··· MATERIAL FOR THE TASK
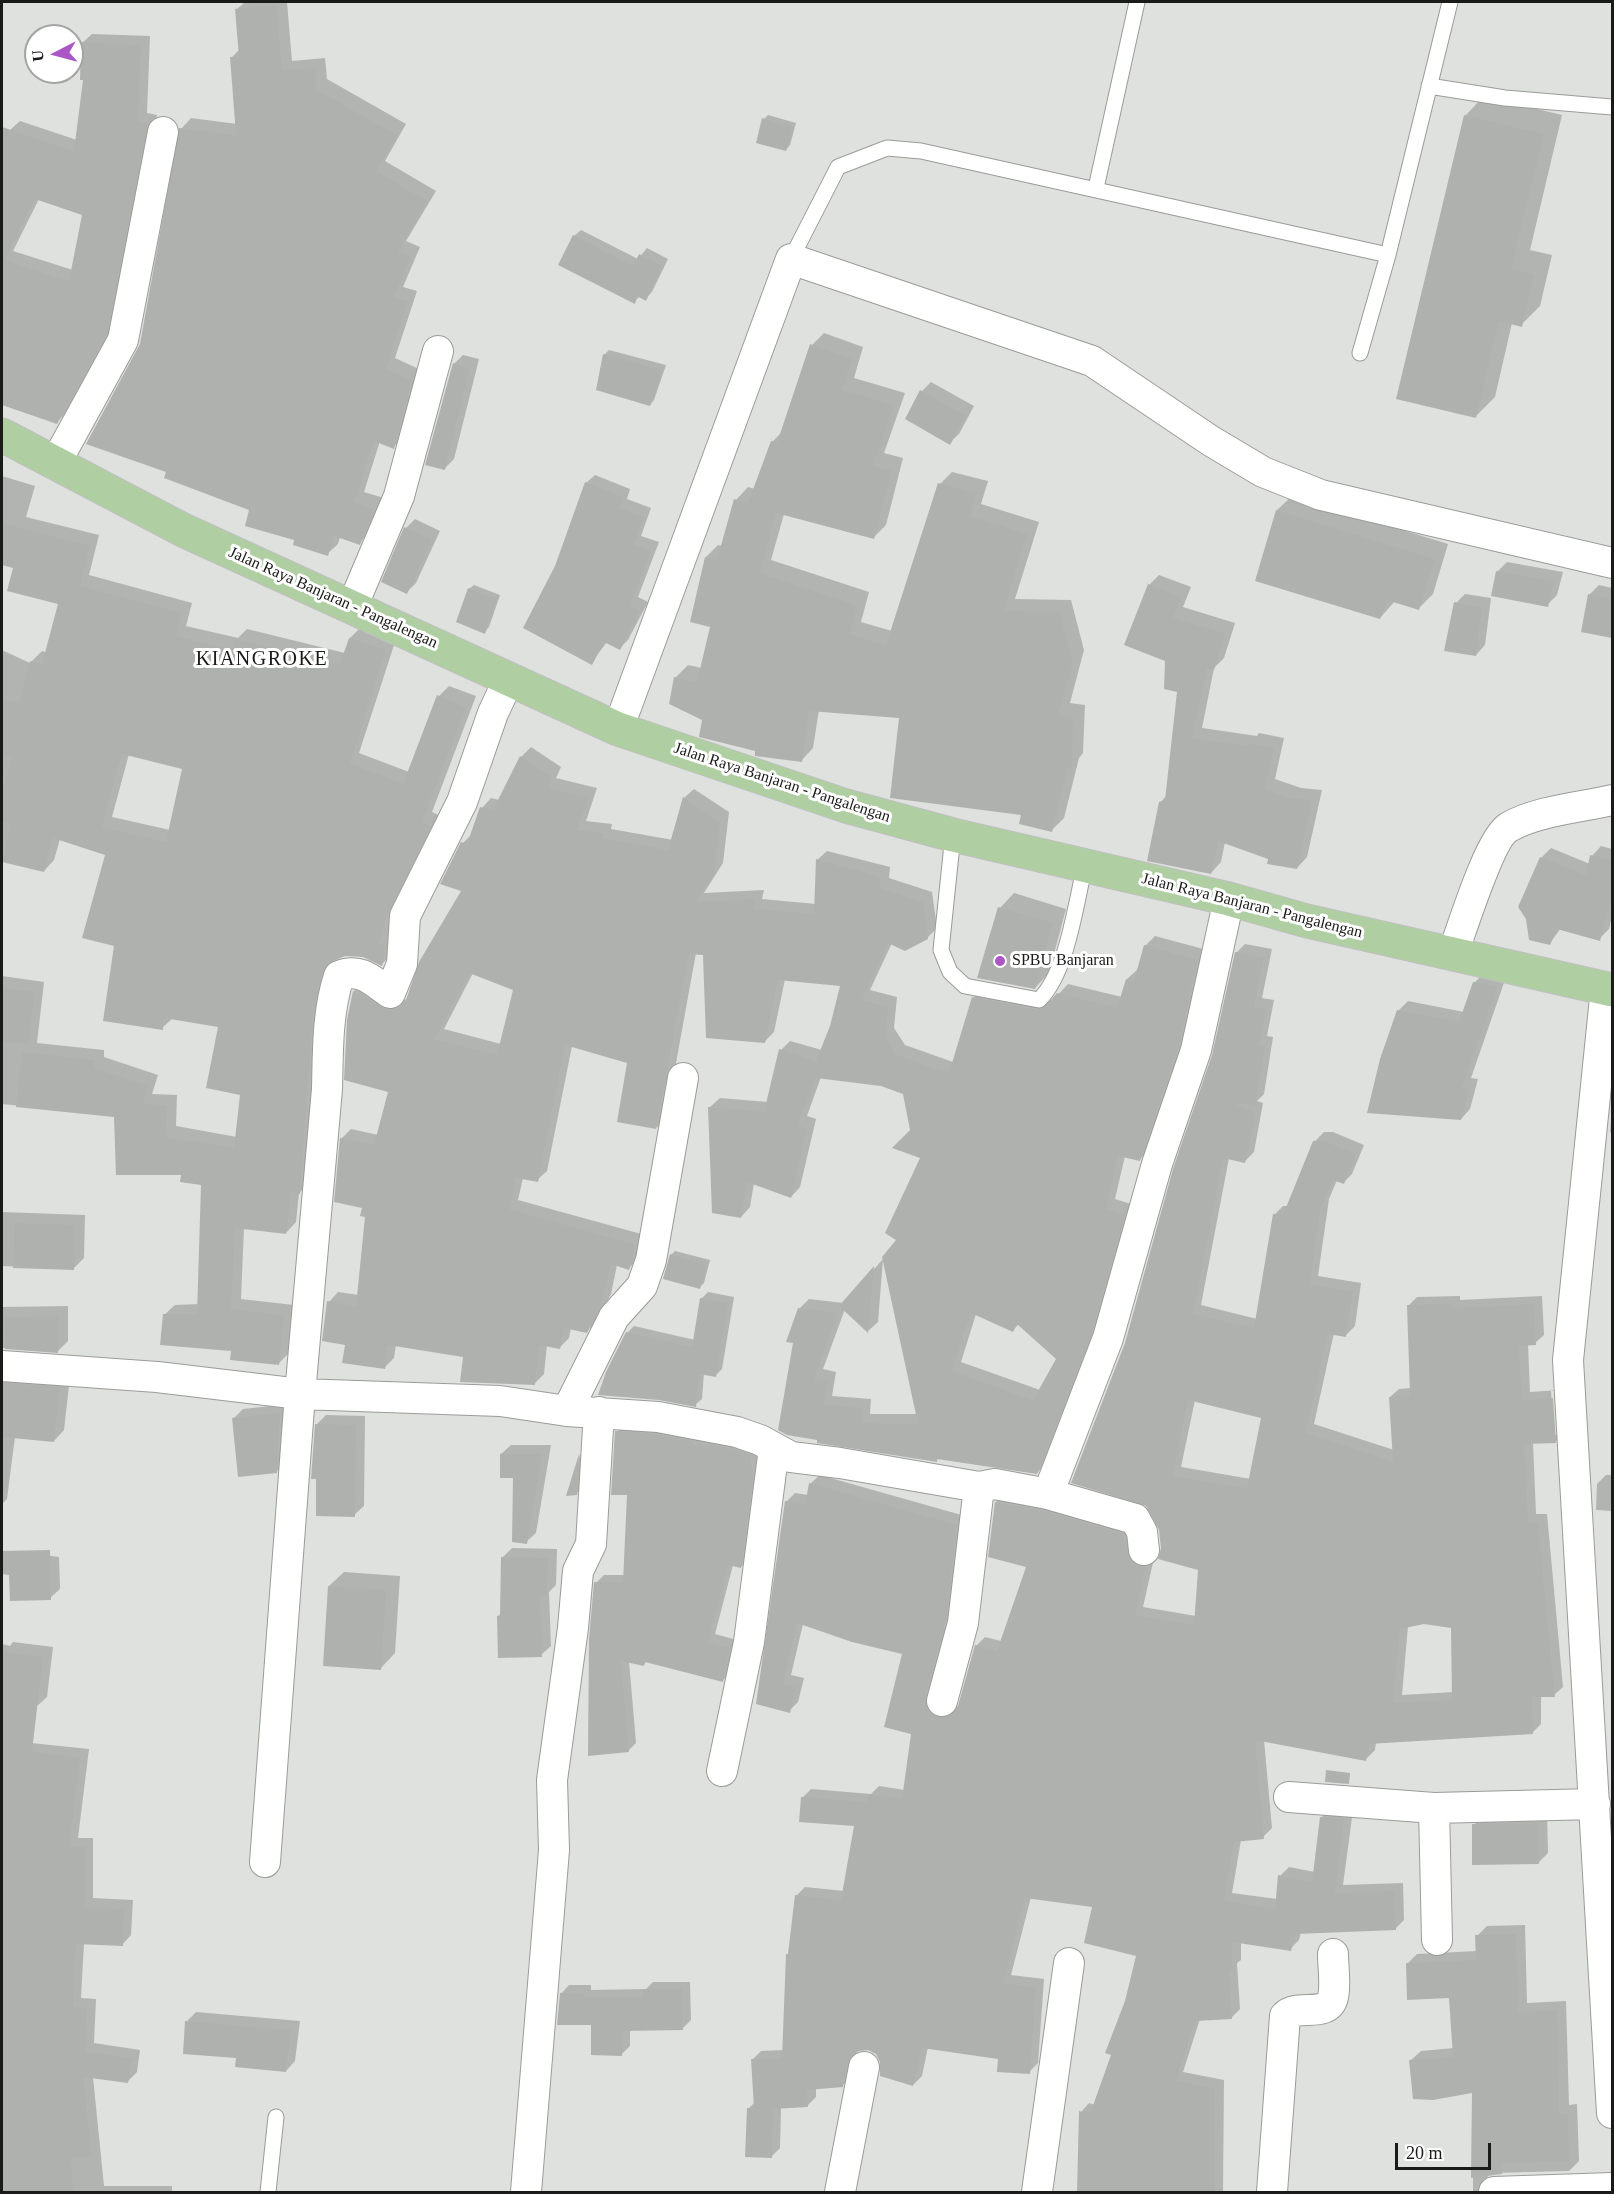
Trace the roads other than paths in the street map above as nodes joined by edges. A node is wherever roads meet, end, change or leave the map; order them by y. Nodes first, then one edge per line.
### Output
······
··· MATERIAL FOR THE TASK
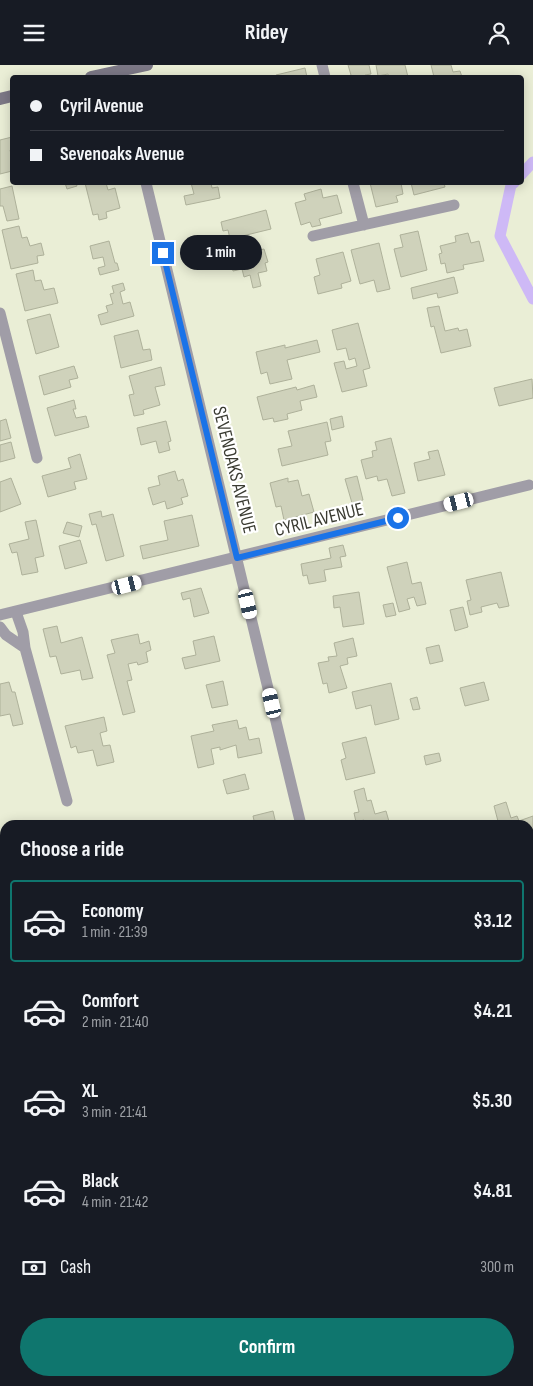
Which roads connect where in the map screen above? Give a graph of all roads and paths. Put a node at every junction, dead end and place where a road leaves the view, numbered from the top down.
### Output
······
**EXERCISE BRIEF:** Find the lines of the listing that contain the string "above" and give how many there are, with no other words.

**RESPONSE BELOW:** 2